• RECORD EXTRACTS:
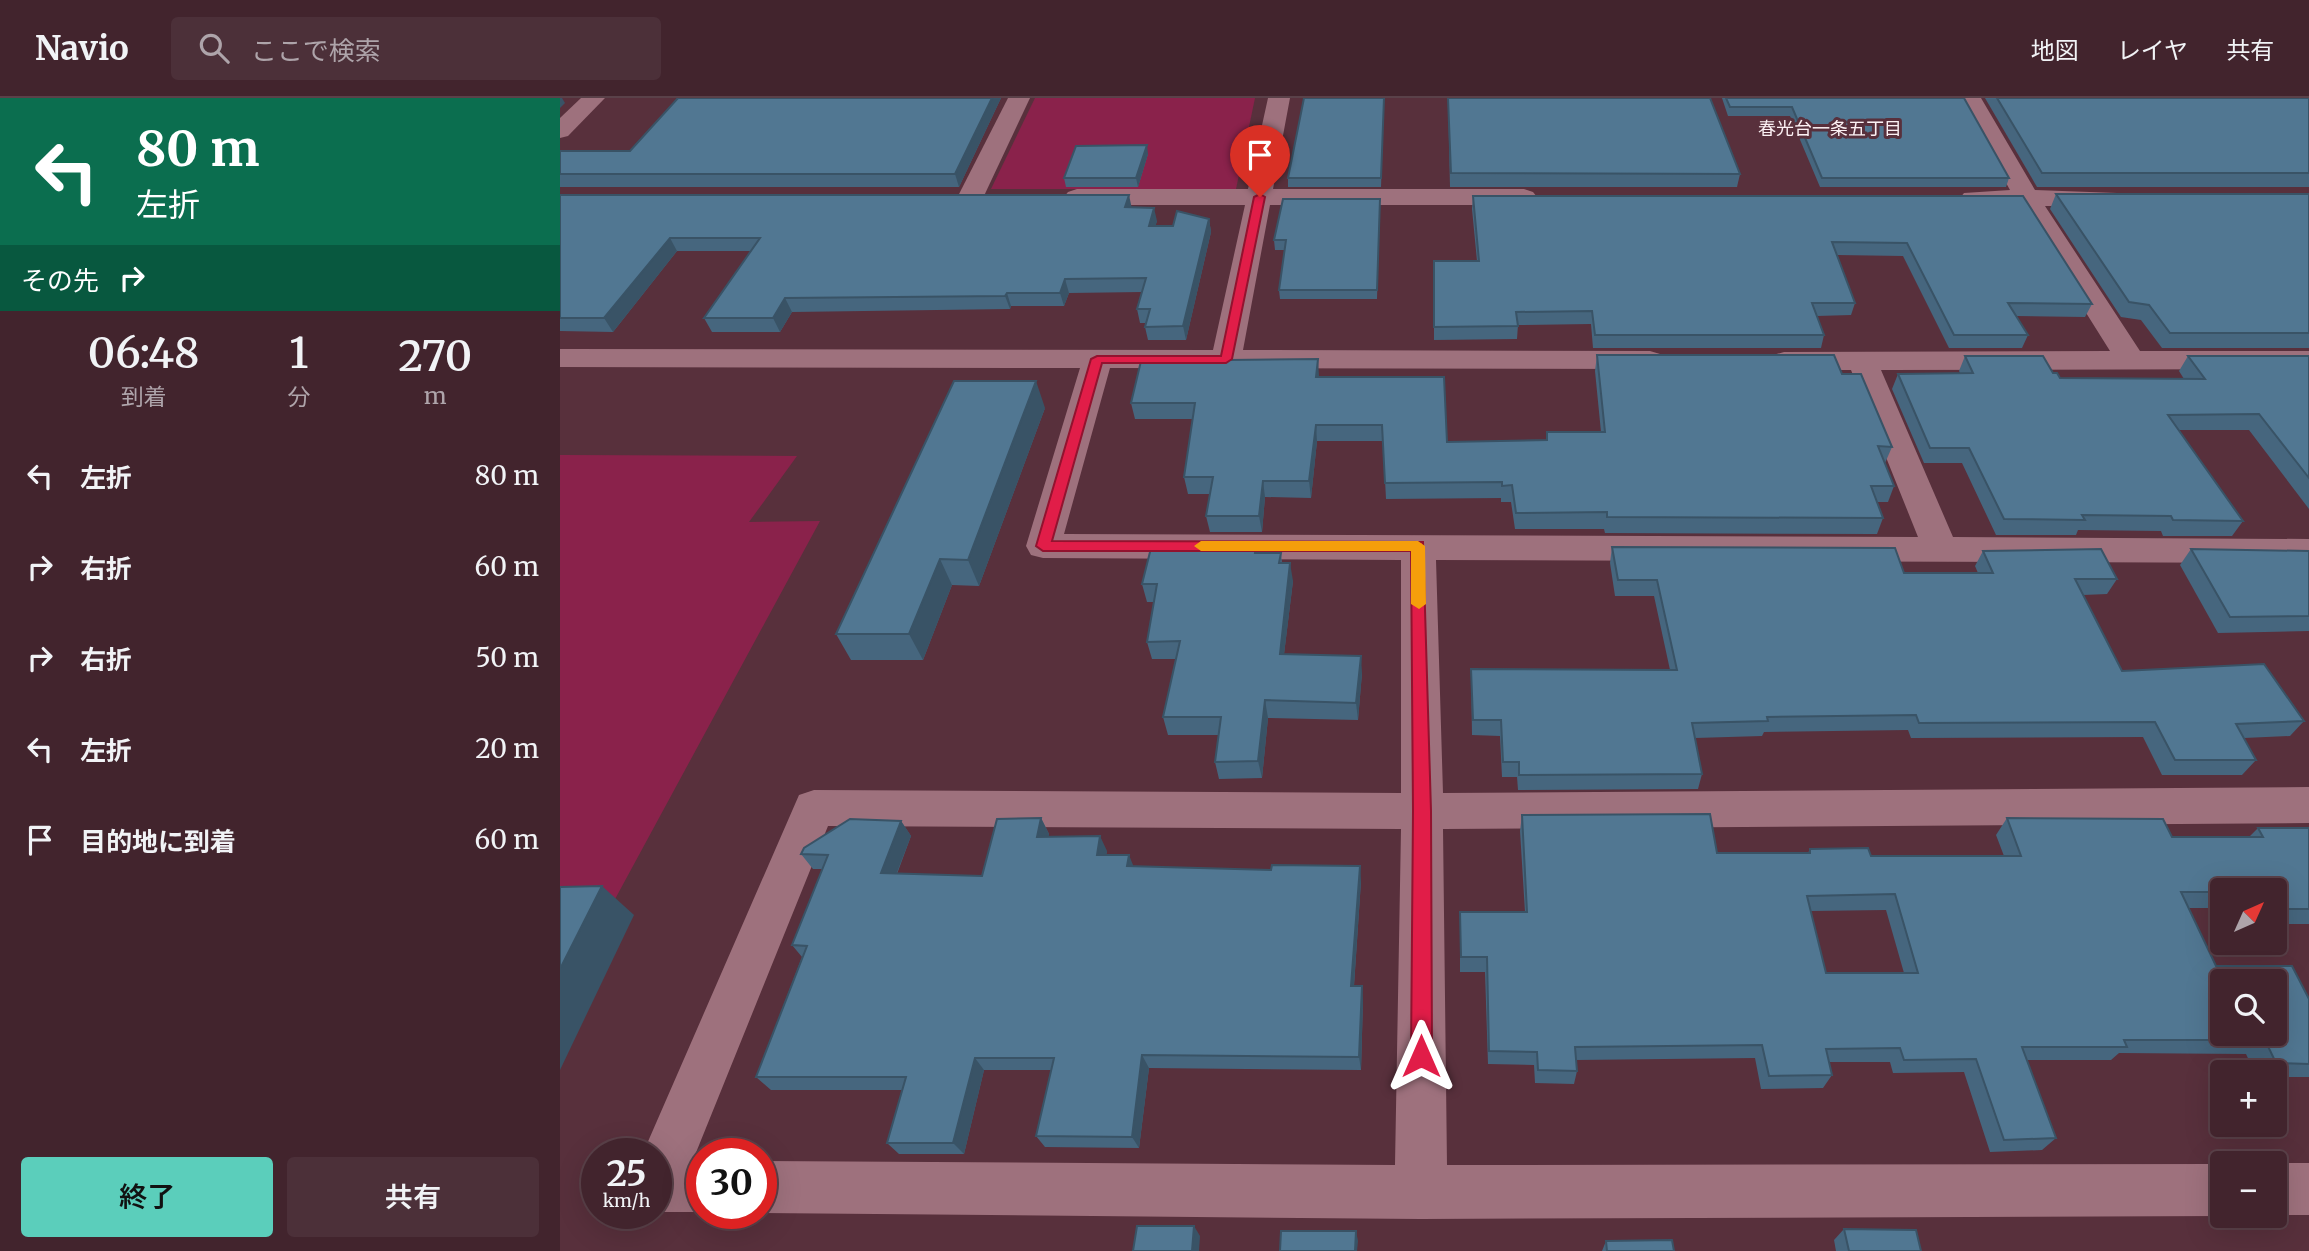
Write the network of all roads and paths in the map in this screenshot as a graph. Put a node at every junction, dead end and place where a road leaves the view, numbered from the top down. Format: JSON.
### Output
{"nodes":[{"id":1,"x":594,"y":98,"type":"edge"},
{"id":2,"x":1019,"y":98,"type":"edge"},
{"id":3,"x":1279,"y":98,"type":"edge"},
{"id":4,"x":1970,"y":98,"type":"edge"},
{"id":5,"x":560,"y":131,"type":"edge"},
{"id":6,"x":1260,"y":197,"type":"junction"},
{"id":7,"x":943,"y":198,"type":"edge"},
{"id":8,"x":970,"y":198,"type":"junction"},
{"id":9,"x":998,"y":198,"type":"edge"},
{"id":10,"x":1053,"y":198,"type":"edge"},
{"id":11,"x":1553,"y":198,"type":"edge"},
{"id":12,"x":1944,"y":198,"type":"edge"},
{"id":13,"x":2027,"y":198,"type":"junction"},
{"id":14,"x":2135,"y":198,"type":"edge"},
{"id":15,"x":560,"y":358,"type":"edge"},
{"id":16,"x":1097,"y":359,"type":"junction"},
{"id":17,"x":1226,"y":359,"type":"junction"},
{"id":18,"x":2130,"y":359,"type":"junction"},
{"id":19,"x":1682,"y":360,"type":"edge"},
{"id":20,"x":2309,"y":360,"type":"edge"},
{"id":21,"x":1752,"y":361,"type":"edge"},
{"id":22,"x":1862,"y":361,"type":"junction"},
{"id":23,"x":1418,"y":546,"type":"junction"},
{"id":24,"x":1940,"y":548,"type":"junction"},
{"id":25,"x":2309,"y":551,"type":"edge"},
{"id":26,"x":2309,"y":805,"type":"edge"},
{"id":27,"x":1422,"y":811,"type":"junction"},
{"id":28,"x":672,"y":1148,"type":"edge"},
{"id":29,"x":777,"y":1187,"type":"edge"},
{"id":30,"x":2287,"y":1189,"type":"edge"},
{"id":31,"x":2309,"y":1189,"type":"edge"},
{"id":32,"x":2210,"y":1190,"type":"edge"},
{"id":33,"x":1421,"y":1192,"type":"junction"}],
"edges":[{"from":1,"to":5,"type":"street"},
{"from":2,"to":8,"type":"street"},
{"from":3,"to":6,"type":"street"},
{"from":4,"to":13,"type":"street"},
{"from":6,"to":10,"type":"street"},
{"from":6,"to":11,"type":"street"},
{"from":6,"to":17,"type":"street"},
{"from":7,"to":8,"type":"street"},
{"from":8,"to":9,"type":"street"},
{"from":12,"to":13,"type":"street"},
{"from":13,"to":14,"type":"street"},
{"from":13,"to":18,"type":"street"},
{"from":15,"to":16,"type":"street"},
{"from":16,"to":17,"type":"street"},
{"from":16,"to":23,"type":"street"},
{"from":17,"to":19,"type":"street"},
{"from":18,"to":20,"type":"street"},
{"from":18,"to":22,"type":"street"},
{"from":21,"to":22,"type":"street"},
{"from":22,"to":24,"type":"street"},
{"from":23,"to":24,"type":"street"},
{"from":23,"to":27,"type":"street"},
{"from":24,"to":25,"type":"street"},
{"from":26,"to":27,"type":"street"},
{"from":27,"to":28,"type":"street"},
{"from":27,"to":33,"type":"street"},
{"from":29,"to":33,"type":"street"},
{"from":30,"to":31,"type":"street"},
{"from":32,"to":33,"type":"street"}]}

==

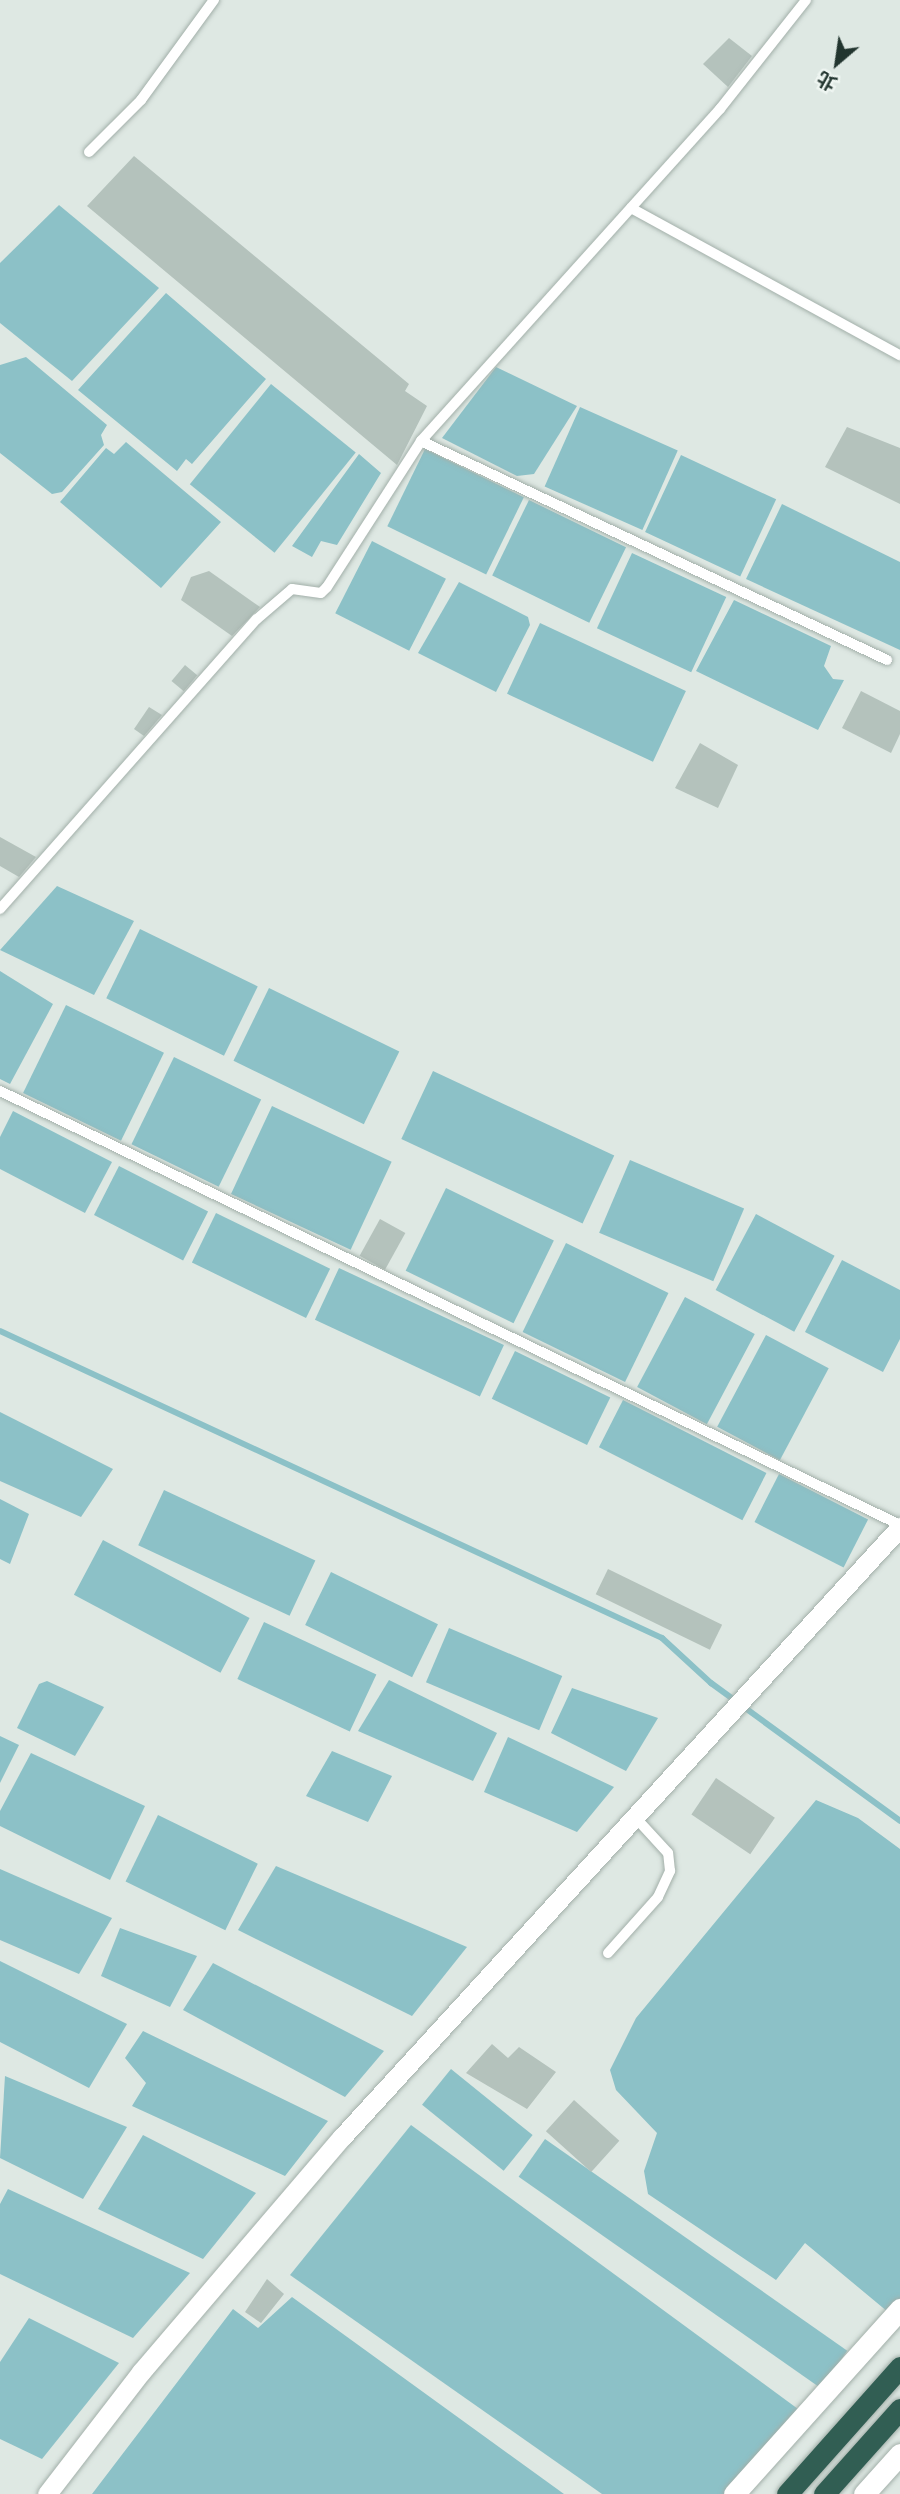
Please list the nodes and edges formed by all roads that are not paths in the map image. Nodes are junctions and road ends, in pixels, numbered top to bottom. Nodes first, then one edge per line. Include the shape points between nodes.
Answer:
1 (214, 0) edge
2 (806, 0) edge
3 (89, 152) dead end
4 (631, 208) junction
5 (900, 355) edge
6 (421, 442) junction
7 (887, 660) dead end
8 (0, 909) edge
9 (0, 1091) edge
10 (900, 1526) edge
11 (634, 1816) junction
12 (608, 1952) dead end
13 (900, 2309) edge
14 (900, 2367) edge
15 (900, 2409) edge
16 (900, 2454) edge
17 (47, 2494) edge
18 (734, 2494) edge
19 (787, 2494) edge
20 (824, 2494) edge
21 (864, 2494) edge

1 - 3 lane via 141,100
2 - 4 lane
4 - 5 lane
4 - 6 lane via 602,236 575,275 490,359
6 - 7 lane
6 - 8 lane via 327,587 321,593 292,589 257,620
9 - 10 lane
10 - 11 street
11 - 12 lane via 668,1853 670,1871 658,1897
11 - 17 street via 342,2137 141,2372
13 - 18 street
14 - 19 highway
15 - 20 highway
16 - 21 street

---

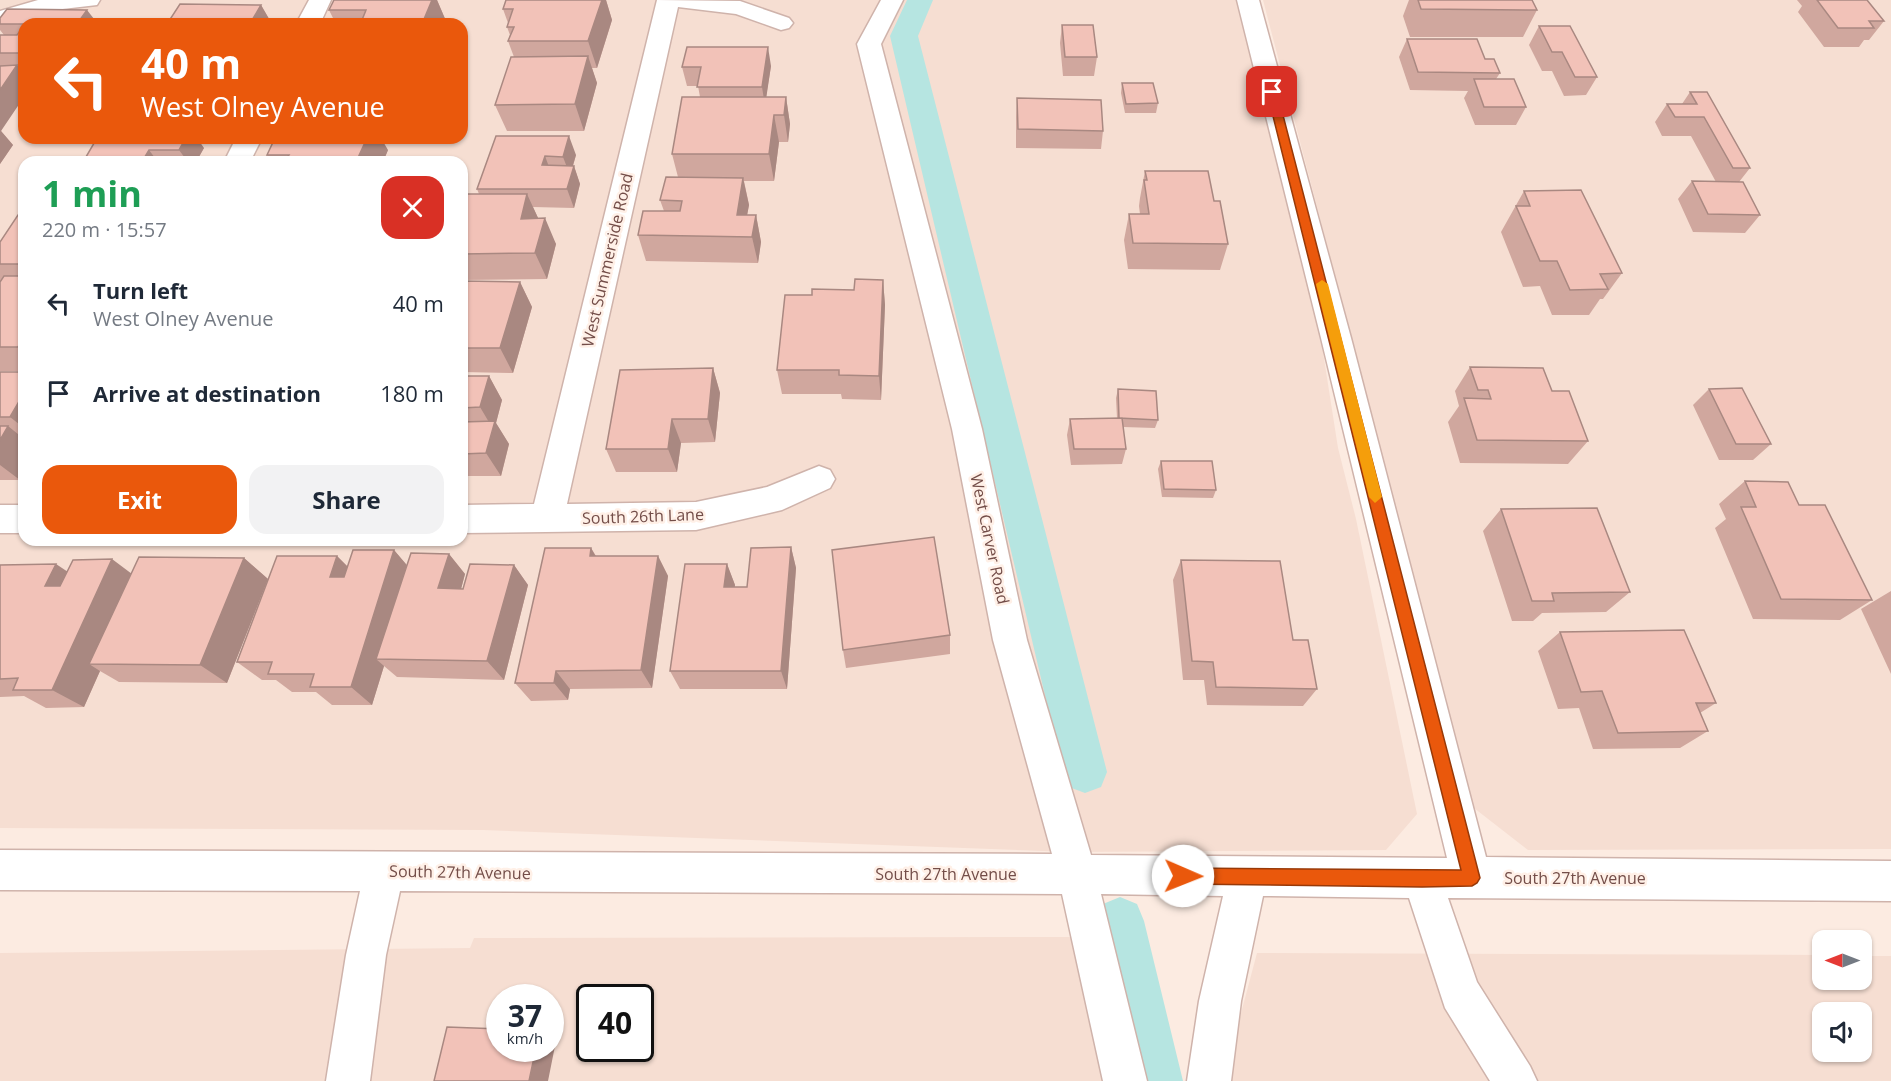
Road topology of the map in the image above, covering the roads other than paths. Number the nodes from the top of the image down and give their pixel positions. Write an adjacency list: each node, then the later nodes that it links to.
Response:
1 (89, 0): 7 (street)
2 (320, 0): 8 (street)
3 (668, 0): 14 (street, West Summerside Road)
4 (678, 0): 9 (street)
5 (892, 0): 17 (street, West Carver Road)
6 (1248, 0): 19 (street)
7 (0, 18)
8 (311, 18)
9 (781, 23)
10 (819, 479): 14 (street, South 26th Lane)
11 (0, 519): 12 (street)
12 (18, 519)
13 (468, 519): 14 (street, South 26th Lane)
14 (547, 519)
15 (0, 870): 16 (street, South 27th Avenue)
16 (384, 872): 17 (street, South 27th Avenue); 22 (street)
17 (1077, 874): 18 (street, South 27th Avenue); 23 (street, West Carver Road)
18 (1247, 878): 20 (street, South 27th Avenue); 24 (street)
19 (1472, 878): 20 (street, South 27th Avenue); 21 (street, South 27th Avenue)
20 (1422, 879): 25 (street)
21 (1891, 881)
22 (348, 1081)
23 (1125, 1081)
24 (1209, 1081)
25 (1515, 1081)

• TASK PROMPT: Tell how many lines of the data include the word "that", and nothing else.

• TASK RESPONSE: 2